O restante do setor avança mais lentamente nessa transformação. Hut 8 e MARA registraram contribuições mais modestas na computação de alto desempenho. Por sua vez, Cipher e Keel Infrastructure ainda não contabilizaram nenhuma receita HPC.
Esta contração não tem nada a ver com a era pós-China
O movimento atual tem forma diferente do provocado pela proibição da mineração na China em 2021. Naquela época, a potência da rede Bitcoin quase caiu pela metade. O hashrate atingiu 57,5 EH/s em junho de 2021, antes que os mineradores relocassem progressivamente suas atividades. Em dezembro, a rede quase havia recuperado seu nível anterior. Os EUA então se tornaram o principal centro americano de mineração de bitcoin.
As empresas públicas levantaram capital, adquiriram sites elétricos e encomendaram novas gerações de ASICs. Essa dinâmica acabou impulsionando a rede para além de um zettahash por segundo. Uma única redução pela metade ocorreu desde o início dessa expansão. Agora, parte dos equipamentos e infraestruturas acumulados após a China está gradualmente saindo da rede.

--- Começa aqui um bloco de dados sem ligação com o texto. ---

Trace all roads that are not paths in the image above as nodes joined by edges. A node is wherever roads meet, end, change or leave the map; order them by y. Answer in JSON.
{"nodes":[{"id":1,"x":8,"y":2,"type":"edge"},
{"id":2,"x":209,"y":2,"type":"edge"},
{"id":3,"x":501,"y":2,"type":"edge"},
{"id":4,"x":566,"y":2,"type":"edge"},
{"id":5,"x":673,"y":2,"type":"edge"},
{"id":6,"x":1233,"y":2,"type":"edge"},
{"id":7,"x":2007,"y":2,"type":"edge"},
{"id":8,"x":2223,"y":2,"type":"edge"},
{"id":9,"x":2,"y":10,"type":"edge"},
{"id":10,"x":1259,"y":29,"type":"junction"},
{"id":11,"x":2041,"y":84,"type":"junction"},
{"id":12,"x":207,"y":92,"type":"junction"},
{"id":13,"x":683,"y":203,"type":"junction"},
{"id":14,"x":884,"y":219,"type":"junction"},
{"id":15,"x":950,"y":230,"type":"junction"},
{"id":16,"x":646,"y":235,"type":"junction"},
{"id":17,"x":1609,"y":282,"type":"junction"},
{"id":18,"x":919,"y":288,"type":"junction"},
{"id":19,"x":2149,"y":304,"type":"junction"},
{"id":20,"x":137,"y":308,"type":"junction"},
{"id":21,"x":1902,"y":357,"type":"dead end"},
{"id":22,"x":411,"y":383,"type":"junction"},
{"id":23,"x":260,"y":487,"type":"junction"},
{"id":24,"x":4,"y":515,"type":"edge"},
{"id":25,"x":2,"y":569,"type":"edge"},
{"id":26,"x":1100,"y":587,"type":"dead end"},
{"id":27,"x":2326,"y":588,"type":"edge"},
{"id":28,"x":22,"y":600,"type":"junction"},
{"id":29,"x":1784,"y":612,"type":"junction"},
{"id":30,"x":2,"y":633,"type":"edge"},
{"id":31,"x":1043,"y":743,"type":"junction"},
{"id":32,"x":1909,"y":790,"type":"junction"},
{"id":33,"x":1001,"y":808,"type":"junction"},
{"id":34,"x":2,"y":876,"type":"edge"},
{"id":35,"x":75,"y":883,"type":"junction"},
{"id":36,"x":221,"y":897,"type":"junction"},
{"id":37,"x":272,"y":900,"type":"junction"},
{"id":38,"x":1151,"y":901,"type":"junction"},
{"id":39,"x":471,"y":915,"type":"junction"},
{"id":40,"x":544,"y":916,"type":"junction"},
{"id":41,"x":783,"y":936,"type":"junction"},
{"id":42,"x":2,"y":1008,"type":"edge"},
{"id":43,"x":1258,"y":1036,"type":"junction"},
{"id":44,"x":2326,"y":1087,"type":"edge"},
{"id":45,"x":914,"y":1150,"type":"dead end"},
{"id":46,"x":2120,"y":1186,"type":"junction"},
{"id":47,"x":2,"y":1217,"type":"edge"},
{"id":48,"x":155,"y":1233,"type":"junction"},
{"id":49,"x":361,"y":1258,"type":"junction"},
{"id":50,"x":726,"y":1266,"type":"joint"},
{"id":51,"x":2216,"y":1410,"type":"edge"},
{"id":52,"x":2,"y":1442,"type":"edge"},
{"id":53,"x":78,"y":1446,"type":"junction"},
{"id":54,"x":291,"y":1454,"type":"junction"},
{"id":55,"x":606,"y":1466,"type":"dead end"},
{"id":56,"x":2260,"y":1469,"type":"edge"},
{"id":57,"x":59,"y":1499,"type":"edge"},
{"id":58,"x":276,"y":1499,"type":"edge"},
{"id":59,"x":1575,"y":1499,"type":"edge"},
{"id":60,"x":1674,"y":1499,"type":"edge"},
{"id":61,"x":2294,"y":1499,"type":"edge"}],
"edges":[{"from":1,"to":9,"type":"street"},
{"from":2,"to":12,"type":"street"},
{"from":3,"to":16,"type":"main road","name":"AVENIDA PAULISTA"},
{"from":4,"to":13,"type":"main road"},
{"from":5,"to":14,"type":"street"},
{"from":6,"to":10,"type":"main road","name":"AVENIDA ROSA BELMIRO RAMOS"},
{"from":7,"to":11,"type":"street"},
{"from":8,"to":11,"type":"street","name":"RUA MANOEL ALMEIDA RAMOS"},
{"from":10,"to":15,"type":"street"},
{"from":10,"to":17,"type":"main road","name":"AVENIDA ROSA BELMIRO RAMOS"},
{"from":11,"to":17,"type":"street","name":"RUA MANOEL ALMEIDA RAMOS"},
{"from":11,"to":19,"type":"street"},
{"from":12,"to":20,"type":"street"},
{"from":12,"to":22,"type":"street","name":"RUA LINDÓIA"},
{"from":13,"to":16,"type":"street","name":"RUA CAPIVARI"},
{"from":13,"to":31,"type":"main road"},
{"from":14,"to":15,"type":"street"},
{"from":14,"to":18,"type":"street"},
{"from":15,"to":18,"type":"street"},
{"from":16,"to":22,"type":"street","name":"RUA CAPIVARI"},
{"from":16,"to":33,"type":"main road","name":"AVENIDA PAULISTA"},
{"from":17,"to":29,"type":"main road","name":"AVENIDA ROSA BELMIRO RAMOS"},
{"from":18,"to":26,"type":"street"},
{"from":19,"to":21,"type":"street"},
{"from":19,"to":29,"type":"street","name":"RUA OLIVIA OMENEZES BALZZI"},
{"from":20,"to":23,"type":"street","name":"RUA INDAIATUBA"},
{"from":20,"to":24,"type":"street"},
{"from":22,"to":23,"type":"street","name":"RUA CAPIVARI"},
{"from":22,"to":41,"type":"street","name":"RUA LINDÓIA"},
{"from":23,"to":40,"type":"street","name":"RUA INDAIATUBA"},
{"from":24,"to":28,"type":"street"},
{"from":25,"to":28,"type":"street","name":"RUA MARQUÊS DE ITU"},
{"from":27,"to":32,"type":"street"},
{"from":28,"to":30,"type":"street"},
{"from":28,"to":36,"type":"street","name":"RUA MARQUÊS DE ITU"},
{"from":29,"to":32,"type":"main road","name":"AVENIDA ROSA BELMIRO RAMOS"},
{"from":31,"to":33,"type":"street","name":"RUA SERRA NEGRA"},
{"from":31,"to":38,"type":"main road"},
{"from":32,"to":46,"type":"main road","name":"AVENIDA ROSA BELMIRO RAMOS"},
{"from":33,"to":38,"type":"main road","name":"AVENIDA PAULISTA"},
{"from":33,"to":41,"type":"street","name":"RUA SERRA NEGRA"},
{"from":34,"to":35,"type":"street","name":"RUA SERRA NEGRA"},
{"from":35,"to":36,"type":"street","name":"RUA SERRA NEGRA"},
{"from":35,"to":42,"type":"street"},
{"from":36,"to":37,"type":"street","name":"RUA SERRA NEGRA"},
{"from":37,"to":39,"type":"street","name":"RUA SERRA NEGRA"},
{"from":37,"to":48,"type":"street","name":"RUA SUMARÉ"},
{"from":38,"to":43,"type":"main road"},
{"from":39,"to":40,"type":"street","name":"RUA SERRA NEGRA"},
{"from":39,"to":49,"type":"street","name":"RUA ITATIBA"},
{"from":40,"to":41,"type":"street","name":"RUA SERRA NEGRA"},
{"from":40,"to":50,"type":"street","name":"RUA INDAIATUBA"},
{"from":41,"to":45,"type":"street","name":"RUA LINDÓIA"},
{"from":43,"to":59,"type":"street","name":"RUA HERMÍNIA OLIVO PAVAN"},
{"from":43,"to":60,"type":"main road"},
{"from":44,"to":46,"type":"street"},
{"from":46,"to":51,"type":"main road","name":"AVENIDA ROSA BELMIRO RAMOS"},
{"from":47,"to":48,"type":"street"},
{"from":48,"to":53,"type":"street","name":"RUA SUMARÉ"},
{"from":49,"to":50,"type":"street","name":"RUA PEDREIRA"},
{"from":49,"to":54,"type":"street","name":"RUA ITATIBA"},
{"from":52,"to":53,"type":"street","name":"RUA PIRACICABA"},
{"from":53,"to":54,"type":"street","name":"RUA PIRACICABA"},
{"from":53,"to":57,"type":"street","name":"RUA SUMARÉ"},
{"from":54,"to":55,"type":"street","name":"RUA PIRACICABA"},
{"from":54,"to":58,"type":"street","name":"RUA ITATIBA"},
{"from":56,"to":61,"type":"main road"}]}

Algumas máquinas são desativadas, enquanto infraestruturas elétricas mudam de uso. Outras capacidades são depreciadas mais rapidamente para apoiar atividades ligadas à GPU. Portanto, o movimento não se baseia em um choque único comparável à proibição chinesa. Resulta mais de uma rentabilidade menor da mineração e da concorrência acrescida por capitais e eletricidade. Vários mineradores precisam assim arbitrar entre produção, aluguel de potência e novas infraestruturas.
O futuro dependerá da velocidade com que os operadores continuarão essas conversões. Se as receitas HPC continuarem a crescer, as infraestruturas poderão manter um papel crescente em seus modelos econômicos. Inversamente, uma estabilização da rentabilidade da mineração de bitcoin poderia alterar o ritmo dos fechamentos e realocações. Os próximos trimestres servirão sobretudo para medir se a queda se mantém de forma duradoura ou está vinculada a esta fase de transição.